Input data:
=== Begin Enclosure ===

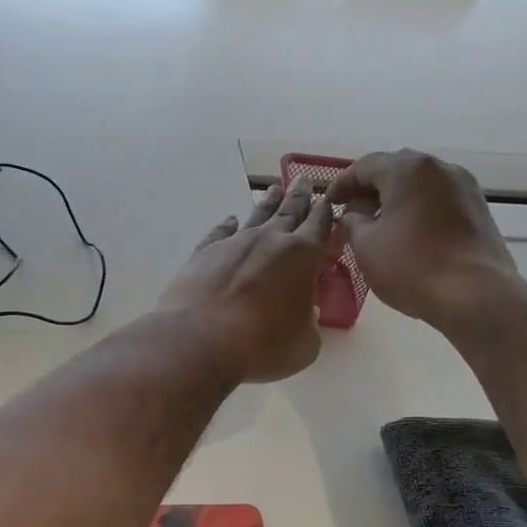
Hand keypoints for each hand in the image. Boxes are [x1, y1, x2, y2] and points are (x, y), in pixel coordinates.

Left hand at [156, 177, 335, 383]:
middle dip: (299, 196)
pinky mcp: (204, 253)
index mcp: (302, 256)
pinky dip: (228, 225)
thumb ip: (309, 324)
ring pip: (256, 215)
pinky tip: (230, 221)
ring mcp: (234, 243)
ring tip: (274, 190)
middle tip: (303, 180)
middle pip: (289, 211)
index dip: (325, 212)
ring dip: (267, 202)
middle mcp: (269, 240)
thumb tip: (303, 313)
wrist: (199, 340)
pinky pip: (220, 232)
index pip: (319, 225)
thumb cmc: (261, 346)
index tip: (327, 199)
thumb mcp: (304, 344)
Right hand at [328, 150, 518, 324]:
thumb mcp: (366, 246)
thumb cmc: (412, 267)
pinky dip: (417, 209)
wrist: (475, 294)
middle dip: (370, 189)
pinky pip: (438, 199)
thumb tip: (354, 215)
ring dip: (395, 199)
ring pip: (419, 184)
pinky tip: (407, 233)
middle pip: (395, 169)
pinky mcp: (477, 208)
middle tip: (352, 212)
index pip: (364, 166)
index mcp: (407, 170)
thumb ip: (352, 223)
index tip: (328, 204)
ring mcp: (463, 186)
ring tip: (378, 224)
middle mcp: (439, 167)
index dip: (342, 184)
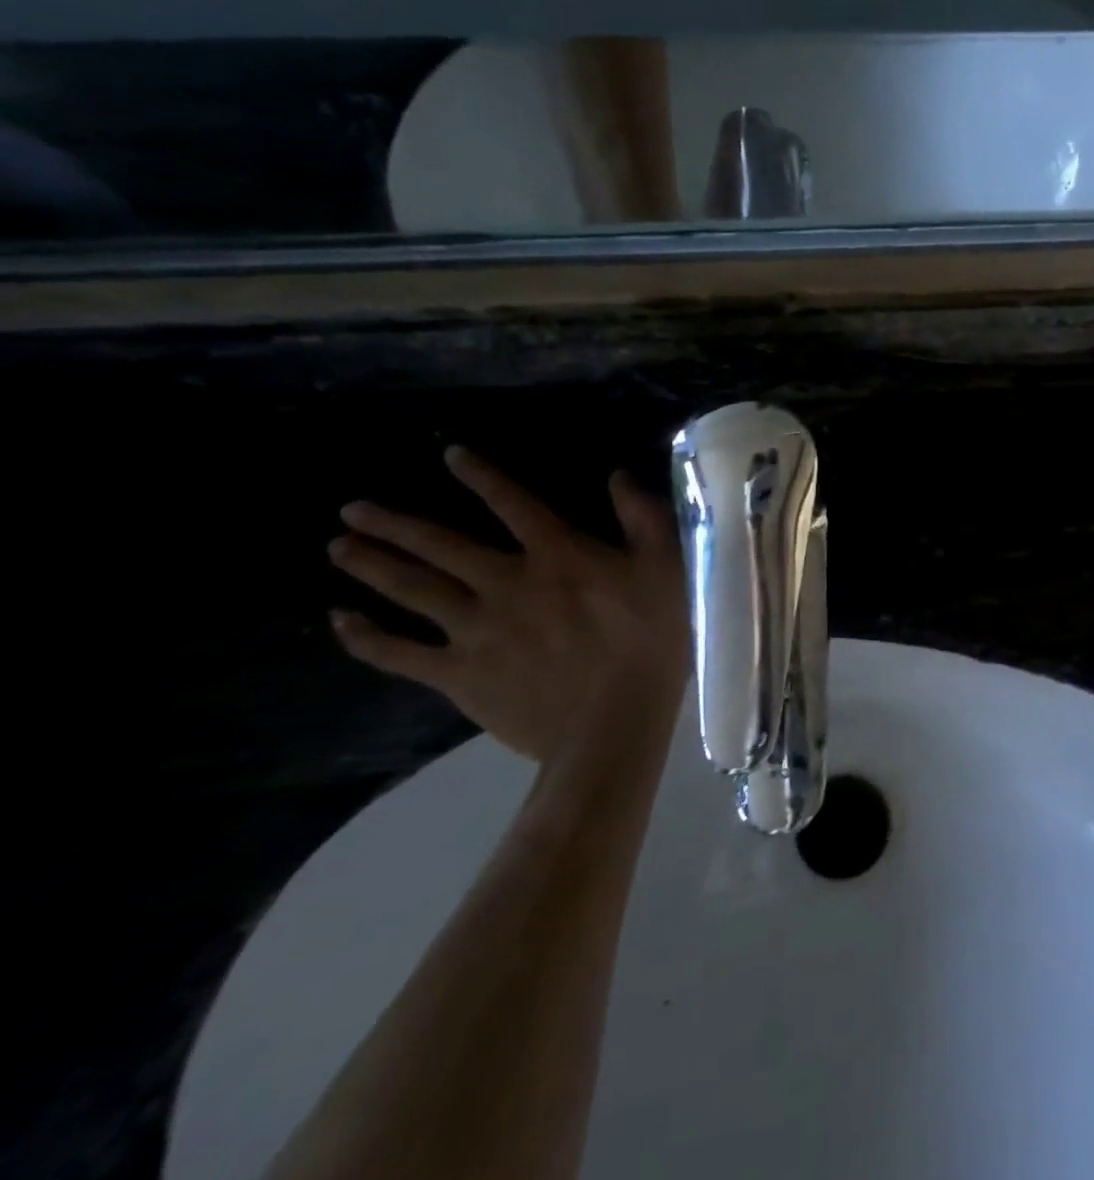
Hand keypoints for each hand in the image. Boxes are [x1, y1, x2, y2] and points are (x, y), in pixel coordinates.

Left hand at [328, 446, 690, 763]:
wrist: (613, 724)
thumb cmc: (650, 642)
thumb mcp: (668, 569)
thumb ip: (645, 518)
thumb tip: (617, 476)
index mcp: (557, 556)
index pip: (514, 503)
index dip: (482, 476)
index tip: (449, 455)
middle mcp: (506, 582)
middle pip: (441, 546)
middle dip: (395, 524)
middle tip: (352, 510)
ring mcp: (476, 630)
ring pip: (413, 590)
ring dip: (372, 566)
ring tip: (339, 548)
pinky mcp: (459, 674)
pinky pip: (400, 653)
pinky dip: (366, 637)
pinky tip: (341, 621)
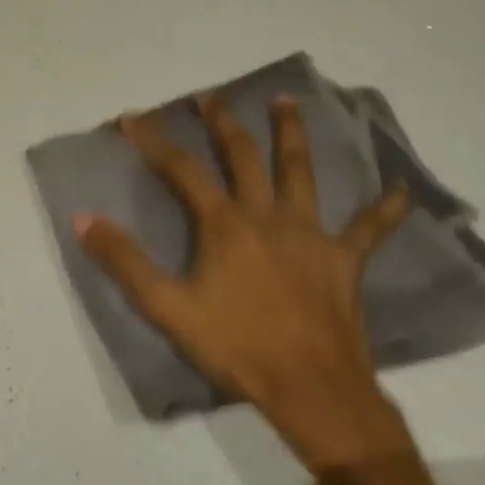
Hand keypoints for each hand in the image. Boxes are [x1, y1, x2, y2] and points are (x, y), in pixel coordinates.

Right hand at [76, 92, 414, 474]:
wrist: (310, 388)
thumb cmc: (235, 346)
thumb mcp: (167, 307)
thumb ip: (124, 261)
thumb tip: (84, 218)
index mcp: (225, 225)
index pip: (182, 170)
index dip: (154, 141)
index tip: (132, 117)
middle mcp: (268, 216)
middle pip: (243, 156)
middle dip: (222, 122)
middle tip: (210, 96)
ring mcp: (312, 234)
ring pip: (301, 171)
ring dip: (291, 134)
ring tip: (285, 101)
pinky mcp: (344, 260)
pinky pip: (369, 228)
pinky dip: (385, 208)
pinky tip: (400, 189)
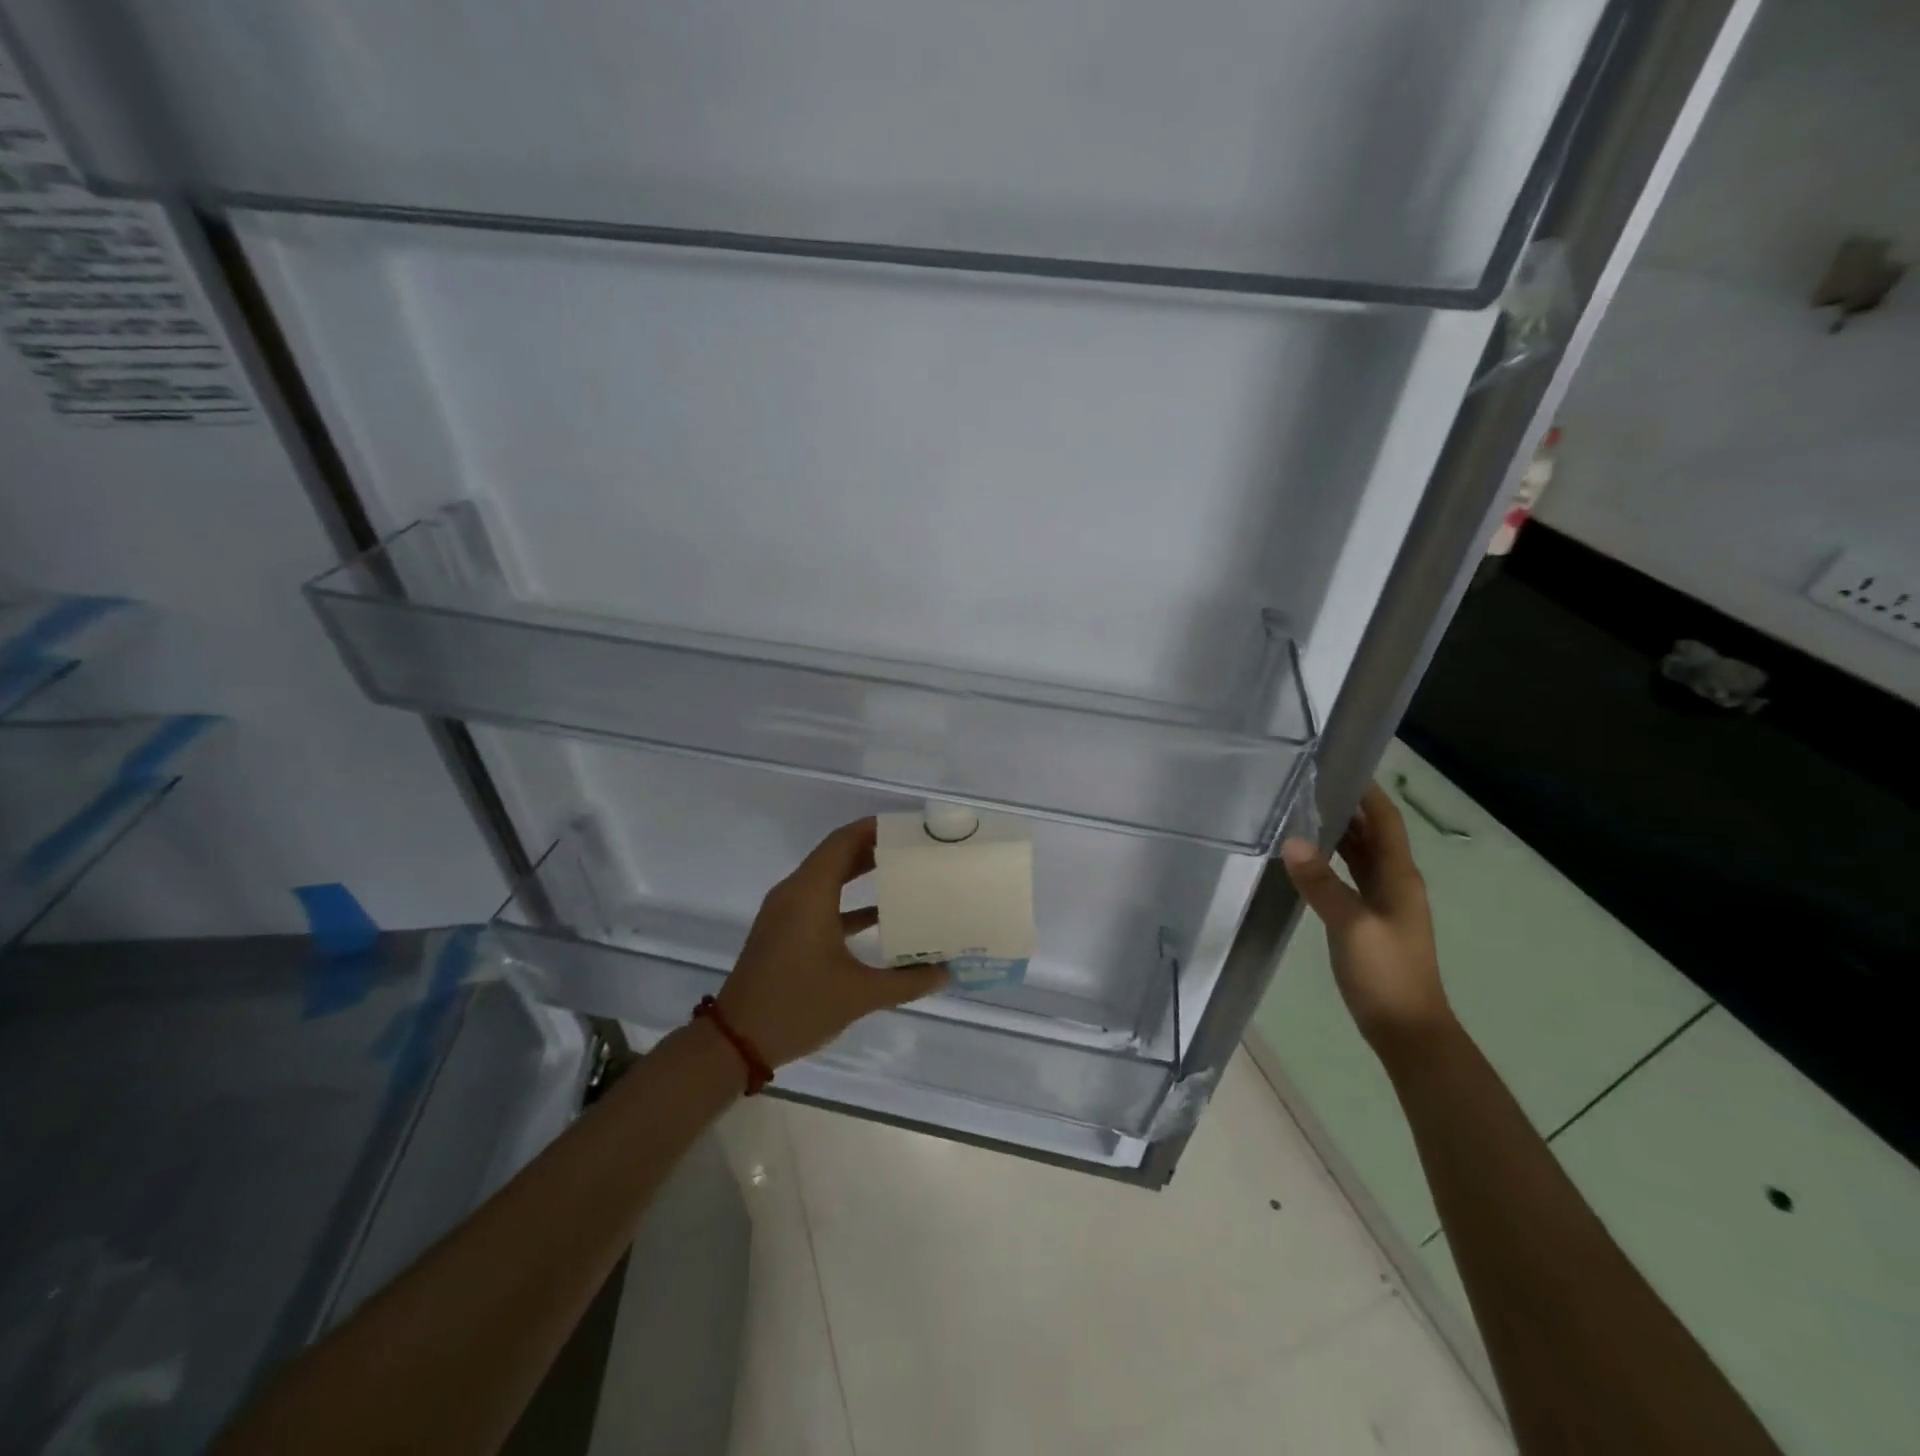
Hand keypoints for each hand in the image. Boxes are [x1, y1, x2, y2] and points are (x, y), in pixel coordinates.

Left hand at [716, 818, 947, 1068]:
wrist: (736, 1041)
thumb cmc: (798, 1006)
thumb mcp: (859, 995)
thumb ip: (907, 980)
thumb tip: (946, 972)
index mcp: (809, 894)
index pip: (843, 841)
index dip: (875, 828)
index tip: (909, 827)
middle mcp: (794, 893)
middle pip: (836, 855)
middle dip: (873, 847)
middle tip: (913, 848)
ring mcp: (786, 913)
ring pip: (827, 878)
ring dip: (860, 872)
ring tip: (903, 872)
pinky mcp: (784, 932)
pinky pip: (819, 901)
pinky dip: (847, 901)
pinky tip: (880, 916)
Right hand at [1281, 782, 1453, 1055]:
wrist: (1407, 1029)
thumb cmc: (1386, 973)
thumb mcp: (1351, 925)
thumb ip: (1321, 883)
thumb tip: (1291, 842)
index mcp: (1400, 878)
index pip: (1387, 822)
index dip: (1369, 794)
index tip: (1341, 766)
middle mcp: (1395, 883)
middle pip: (1374, 835)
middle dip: (1349, 808)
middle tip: (1309, 785)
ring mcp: (1383, 903)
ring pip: (1362, 856)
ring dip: (1340, 834)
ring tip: (1303, 811)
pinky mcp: (1368, 920)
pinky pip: (1351, 878)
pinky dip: (1334, 861)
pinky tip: (1309, 858)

=== End Enclosure ===

Exercise: Copy whichever lines in the listing above hold "Right".

Response to the task:
Right hand at [328, 150, 518, 324]:
Right hand at [76, 92, 414, 474]:
Right hand at [1281, 782, 1453, 1055]:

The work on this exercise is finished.